When Clare
was in early stages of AD, I was her 24/7 caregiver. On her “good days” we continued living pretty
much as we always had. We went out to
eat, saw movies and plays, traveled, socialized with friends, and played word games
that Clare could still enjoy. As Clare
entered moderate AD stages and could no longer be left alone, we didn’t go out as
much, did very limited travel, socialized with only a few friends, and rarely
played word games. Most of our time was
spent watching TV together. Staying home
with Clare became my “comfort zone.”
In 2013, when
Clare’s AD worsened to where I felt I could no longer continue as her 24/7
caregiver, she entered an assisted living residence. Other than visiting with Clare each day, I continued
living alone in my comfort zone, spending most of my time watching TV. I felt both married and widowed at the same
time.
Experiencing
what psychologists call “anticipatory grief,” especially after Clare no longer
knew who I was, I foolishly thought that Clare’s eventual death would not hit
me too hard. But I was very wrong. For 2 years after Clare’s death I continued
to experience considerable sadness, depression, guilt, and anger among other
negative emotions. I just wasn’t ready ...

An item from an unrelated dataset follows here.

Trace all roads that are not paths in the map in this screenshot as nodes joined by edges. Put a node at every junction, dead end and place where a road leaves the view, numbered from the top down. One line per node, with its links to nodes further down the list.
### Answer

or motivated ... to move out of my comfort zone and seemed unable to truly find
happiness again.
This past
spring, however, I started taking steps to move out of my comfort zone and move
on with the rest of my life. I wrote
about these steps in Personal Blogs #6-8.

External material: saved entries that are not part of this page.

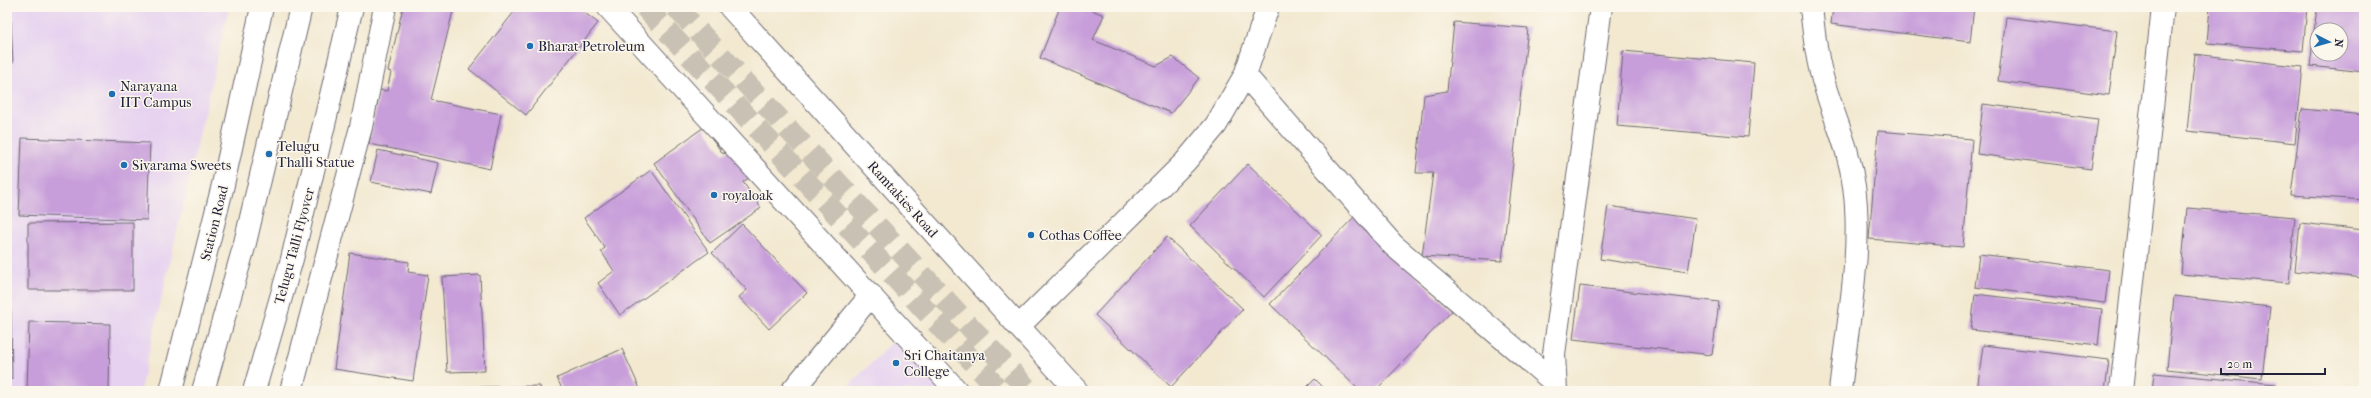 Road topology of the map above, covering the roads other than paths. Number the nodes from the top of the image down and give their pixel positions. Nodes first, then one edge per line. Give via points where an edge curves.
1 (262, 7) edge
2 (301, 7) edge
3 (352, 7) edge
4 (386, 7) edge
5 (608, 7) edge
6 (730, 7) edge
7 (1268, 7) edge
8 (1601, 7) edge
9 (1811, 7) edge
10 (2163, 7) edge
11 (1245, 76) junction
12 (871, 295) junction
13 (1019, 326) junction
14 (1555, 386) edge
15 (171, 391) edge
16 (203, 391) edge
17 (254, 391) edge
18 (290, 391) edge
19 (792, 391) edge
20 (958, 391) edge
21 (1077, 391) edge
22 (1840, 391) edge
23 (2121, 391) edge

1 - 15 main road, Station Road via 222,190
2 - 16 main road via 244,247
3 - 17 main road, Telugu Talli Flyover via 292,259
4 - 18 main road via 361,128
5 - 12 main road
6 - 13 main road, Ramtakies Road
7 - 11 main road
8 - 14 main road via 1556,339
9 - 22 main road via 1814,39 1826,89 1847,148 1854,187 1856,244
10 - 23 main road
11 - 13 main road via 1216,125 1185,162
11 - 14 main road via 1393,245
12 - 19 main road
12 - 20 main road
13 - 21 main road, Ramtakies Road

Clare will be in my heart forever, and I still have occasional painful
moments such as when listening to some songs or watching sensitive scenes on TV or in a
movie. But, despite some of those teary moments, I
have found happiness again ... my “new normal.”
Writing has
always helped me clarify my thinking. From
the onset of Clare’s illness, writing articles for publication helped me
organize my thoughts so I could ask doctors better questions, suggest ways to
more effectively treat Clare, and try to improve overall communication with
doctors. I wrote about these issues
while trying to make life easier for Clare, and for me ... but I also hoped
that my articles might be helpful to other AD caregivers.
Similarly,
when Clare entered an assistant living residence, psychiatric hospital, and finally into a nursing home I
wrote about what I observed ... AD patient care, programs, personnel, and communication. I wrote articles to suggest changes to improve
the quality of life for people with AD in such settings. I hoped that articles published in medical
journals would help doctors and long-term care administrators re-think how they
were diagnosing, treating, and caring for people with AD, and how they treated and
communicated with their caregivers.
I wrote
op-ed columns for major newspapers to try to raise public awareness of AD and
highlight the need for more government funding of AD research. And last year I started writing Personal Blog
columns, posted only on this website, describing how I was dealing with life as
an AD widower.
Writing has
always been very cathartic for me. Describing
what Clare was experiencing and how we were feeling helped me cope better during
our AD journey. Writing about my lengthy
bereavement in Personal Blog columns helped me eventually realize that I would
only find happiness again if I forced myself to move out of my comfort zone.
After my 100th
article was published in August, I recognized that to continue moving on I
needed to stop writing about AD. When I
posted Personal Blog #8 in September, I wasn’t sure if I would post additional
blogs in the future. I can now say,
however, that I expect this Personal Blog #9 to be my final posting. Now that I have moved out of my comfort zone
and moved on with the rest of my life, I do not think I will have anything new
to write about that could be helpful to others.
I will continue
to monitor this site so it remains a viable resource for the 1000+ visitors who
come here each month, and I will continue responding to emails from AD
caregivers and doctors. I will also
continue removing spam each month because a few visitors sometimes post comments
about “spiritual healers” whose “magic potions” can cure AD.
Being an AD spouse
caregiver is a role I wish for no one, and life as an AD widow or widower is
not easy. Wherever you are on your AD
journey, please make time to care for yourself. Best wishes for a happy and healthy new year.